We show that \(f_0 = \eta AC_\rho \) is independent of \(P \cdot R\) and T. The subsets of \(P \cdot R\) that contain the random variables \(A, C_\rho \) are \(\{ \eta A C_i / (B_i + B_j) \}\) and \(\{ \eta AB_k C_i / (B_i + B_j) \}\). Here, the subset \(\{ \eta A C_i / (B_i + B_j) \}\) does not need to be considered because it lacks \((B_i + B_j)\). By using the remaining subset \(\{ \eta AB_k C_i / (B_i + B_j) \}\), we may try to compose a linear equation with \(\eta A C_\rho \). The only way to create a linear equation is to derive

$$\begin{aligned} \eta A C_\rho = \frac{\eta A B_{k_1} C_\rho }{(B_\rho + B_j)} + \frac{\eta A B_{k_2} C_\rho }{(B_\rho + B_j)} \end{aligned}$$

when \((\rho , j) \in Q\), \(k_1 = \rho \), and \(k_2 = j\). To satisfy the above equation, it is required that \(k_1 = \rho \) where \(k_1\) is an index for \(\{ AB_k \}\). However, we have \(k_1 \ne \rho \) from the restriction of the Assumption 2. Therefore, \(f_0\) is independent of (P, R, T).

6 Conclusion

From the practical point of view, designing an efficient FE scheme that provides practical functionality is an important issue.
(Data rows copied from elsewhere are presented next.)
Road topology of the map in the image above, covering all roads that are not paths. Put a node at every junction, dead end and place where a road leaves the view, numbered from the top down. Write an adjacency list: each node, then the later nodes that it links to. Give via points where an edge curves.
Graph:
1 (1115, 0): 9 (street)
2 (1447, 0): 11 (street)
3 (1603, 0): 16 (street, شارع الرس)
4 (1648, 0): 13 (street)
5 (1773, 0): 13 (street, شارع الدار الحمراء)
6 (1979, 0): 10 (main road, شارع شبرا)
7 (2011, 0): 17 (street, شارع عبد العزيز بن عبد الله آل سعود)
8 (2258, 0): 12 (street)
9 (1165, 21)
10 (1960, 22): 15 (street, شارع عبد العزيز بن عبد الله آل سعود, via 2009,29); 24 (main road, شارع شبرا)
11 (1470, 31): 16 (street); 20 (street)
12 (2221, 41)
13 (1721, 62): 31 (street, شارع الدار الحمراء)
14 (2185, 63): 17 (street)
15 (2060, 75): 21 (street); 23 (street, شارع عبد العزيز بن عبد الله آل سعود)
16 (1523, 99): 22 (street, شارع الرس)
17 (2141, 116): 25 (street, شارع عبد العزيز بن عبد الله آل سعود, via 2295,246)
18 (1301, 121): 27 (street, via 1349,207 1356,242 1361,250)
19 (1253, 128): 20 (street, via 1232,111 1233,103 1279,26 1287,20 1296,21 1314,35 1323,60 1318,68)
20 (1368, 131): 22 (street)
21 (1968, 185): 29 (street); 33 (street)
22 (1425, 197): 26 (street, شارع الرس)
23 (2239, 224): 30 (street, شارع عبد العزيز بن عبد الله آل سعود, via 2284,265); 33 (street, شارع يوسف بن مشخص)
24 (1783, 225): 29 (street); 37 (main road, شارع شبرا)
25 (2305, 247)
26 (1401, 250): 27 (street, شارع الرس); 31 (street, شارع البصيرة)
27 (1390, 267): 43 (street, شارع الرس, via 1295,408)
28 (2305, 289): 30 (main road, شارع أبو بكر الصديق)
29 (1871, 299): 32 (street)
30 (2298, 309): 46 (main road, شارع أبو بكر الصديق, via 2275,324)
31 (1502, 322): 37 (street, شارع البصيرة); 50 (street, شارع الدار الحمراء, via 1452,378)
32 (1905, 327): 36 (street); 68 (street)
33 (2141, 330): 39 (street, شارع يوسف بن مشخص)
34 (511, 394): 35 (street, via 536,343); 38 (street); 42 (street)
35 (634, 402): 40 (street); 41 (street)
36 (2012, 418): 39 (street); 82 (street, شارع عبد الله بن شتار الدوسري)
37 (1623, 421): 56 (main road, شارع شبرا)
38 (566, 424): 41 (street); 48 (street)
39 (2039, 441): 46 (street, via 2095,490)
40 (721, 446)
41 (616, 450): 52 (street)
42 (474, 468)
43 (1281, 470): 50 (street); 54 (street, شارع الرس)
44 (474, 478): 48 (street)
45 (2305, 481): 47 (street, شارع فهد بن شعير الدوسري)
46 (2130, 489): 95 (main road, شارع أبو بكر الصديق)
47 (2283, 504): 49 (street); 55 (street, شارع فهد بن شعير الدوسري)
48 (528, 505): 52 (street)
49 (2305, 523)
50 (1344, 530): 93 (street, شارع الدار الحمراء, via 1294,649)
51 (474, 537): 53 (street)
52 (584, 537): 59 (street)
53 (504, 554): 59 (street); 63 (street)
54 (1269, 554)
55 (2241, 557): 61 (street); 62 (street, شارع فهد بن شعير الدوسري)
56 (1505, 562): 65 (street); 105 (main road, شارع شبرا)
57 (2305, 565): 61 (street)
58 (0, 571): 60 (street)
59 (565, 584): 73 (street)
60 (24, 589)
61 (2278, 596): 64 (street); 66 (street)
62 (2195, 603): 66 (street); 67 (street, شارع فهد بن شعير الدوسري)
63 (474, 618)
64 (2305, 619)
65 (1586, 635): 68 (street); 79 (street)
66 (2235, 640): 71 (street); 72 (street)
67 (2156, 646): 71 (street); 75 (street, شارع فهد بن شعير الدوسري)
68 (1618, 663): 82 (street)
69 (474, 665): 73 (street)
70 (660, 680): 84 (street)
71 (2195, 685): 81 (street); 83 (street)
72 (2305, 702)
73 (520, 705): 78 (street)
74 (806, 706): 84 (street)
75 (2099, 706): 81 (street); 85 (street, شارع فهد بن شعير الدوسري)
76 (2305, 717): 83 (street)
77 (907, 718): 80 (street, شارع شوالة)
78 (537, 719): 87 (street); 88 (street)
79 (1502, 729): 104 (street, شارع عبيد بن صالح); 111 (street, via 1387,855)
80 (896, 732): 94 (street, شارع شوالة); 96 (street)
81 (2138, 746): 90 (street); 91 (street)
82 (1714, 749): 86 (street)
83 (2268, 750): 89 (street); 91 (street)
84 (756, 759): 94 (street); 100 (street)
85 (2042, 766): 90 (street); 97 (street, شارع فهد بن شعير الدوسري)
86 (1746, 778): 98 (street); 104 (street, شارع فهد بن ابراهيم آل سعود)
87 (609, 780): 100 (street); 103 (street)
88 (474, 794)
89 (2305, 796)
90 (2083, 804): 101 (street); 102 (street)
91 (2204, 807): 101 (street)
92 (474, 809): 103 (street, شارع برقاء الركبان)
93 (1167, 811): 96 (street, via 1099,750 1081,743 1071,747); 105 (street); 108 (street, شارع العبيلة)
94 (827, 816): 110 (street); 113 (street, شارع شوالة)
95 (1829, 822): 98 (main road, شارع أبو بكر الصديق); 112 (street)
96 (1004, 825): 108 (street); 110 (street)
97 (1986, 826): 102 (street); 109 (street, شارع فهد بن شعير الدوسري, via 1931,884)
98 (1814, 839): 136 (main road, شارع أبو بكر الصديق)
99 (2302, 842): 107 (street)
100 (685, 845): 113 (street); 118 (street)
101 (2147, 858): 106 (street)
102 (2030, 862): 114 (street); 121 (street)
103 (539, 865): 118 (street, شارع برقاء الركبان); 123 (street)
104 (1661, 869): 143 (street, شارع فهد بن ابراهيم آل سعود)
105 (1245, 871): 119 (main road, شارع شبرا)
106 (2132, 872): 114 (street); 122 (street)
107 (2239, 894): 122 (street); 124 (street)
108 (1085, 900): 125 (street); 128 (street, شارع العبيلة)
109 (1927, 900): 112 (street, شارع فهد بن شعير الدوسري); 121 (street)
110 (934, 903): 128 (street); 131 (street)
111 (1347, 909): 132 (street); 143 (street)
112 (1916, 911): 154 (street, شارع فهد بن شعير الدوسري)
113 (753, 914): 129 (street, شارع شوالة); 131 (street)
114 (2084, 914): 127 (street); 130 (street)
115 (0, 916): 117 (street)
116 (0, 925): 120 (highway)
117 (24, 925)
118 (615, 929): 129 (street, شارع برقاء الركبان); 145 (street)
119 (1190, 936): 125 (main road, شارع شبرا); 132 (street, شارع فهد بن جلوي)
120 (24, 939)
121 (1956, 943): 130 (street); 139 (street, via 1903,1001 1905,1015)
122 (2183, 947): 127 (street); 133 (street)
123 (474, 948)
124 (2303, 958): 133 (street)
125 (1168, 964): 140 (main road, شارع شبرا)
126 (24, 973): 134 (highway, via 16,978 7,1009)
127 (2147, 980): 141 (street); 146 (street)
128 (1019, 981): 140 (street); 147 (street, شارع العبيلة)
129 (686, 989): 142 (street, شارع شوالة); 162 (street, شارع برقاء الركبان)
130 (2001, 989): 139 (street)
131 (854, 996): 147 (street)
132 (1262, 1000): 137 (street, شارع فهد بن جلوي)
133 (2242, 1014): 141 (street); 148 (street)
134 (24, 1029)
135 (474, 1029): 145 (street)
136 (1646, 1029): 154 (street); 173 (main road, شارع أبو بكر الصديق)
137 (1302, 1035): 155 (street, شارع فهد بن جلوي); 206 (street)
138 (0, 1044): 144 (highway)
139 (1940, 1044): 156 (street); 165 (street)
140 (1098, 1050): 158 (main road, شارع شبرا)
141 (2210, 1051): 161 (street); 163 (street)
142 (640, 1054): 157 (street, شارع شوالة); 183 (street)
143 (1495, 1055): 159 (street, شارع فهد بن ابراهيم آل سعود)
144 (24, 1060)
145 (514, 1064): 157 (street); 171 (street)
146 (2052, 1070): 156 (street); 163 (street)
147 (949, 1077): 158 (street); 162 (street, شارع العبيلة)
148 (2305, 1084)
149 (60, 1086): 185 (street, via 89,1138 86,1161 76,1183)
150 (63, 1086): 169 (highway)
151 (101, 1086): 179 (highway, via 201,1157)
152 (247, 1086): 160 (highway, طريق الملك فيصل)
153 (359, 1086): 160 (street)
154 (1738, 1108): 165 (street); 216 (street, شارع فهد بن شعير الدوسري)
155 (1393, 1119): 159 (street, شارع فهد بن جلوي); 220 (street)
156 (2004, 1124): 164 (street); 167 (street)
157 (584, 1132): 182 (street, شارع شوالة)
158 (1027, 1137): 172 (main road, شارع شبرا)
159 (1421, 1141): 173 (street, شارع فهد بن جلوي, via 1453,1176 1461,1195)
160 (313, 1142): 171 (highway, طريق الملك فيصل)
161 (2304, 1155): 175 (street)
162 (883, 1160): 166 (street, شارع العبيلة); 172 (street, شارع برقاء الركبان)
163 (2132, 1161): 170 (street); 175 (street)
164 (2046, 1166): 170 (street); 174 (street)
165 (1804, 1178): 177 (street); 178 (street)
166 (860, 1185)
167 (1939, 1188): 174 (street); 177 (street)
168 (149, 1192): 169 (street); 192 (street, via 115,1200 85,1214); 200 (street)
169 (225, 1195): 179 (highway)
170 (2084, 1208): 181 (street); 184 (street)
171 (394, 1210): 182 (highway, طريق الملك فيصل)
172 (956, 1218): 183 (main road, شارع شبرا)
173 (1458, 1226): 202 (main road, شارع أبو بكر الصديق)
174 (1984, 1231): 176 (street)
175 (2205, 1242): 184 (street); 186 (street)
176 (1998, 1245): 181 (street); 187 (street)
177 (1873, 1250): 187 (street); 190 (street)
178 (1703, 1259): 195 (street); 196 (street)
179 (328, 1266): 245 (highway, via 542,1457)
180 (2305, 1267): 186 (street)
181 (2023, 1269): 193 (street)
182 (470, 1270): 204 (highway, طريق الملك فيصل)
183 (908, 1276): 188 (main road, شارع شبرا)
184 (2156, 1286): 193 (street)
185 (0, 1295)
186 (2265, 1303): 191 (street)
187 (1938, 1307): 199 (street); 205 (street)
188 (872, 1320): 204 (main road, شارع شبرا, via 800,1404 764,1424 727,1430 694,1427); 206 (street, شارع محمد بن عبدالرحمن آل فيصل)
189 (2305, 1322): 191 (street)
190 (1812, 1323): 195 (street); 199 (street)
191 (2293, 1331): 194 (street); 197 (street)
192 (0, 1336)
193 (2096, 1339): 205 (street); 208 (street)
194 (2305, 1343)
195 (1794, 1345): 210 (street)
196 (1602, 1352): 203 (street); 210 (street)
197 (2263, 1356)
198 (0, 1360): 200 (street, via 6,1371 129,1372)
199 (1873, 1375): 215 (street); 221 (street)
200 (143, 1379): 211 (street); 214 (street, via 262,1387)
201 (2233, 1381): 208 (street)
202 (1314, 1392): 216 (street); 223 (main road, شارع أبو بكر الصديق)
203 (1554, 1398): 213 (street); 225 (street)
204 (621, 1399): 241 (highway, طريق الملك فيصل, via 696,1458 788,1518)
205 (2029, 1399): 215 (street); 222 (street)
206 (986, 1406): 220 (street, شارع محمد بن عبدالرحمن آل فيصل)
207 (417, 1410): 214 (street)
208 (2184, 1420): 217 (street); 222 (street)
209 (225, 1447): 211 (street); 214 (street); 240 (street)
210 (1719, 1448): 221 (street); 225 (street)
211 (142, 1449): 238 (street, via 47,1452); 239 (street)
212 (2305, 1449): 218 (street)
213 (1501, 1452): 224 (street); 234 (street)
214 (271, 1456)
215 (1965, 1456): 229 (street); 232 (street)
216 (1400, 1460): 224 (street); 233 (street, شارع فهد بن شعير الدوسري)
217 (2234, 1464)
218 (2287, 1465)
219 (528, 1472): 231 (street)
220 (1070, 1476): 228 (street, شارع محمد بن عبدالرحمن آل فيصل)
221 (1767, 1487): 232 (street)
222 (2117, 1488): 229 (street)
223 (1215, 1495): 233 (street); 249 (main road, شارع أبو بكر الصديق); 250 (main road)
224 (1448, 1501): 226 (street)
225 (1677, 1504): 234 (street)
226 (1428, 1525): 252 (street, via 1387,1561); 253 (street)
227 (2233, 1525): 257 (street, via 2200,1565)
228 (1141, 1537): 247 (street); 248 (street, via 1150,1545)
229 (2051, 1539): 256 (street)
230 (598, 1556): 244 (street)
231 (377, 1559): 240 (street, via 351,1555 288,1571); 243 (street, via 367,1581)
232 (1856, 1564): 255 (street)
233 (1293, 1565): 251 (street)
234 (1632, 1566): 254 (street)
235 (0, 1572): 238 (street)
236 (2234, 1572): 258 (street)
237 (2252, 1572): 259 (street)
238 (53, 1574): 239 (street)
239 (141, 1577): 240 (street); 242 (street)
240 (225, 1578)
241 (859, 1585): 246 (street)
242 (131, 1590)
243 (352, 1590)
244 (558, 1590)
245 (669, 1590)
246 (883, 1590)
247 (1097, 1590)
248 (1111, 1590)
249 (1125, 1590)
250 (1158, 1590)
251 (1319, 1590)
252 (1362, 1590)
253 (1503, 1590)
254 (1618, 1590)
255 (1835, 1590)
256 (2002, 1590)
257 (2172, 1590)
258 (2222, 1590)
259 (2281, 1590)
In this paper, we newly defined the concept of FE for set intersection (FE-SI) in the multi-client setting and proposed two efficient FE-SI schemes in bilinear groups. The FE-SI scheme issues encryption keys for all clients with a single setup and issues a function key for two client indexes to a third party that wants to perform the set intersection. And we also proposed another FE-SI scheme to add additional control to the function key by limiting the validity of the function key for a specified time period. In addition to this, we have shown that our FE-SI schemes can be extended to provide functionality such as associated message encryption, set intersection cardinality, multi-party set intersection, and forward secrecy.

Because of this research, we have identified interesting problems. The first problem is to prove the security of our FE-SI schemes under simple assumptions. Since the assumptions we have introduced are dynamic assumptions that depend on the function key queries of an attacker, it is necessary to change them to simpler assumptions. The second problem is to prove our FE-SI schemes in a stronger security model than the static security model. In particular, it is necessary to prove the security of FE-SI schemes in a security model that does not requires all function key queries of an attacker in the initial stage. The third problem is to improve the performance of the decryption algorithm of our FE-SI schemes.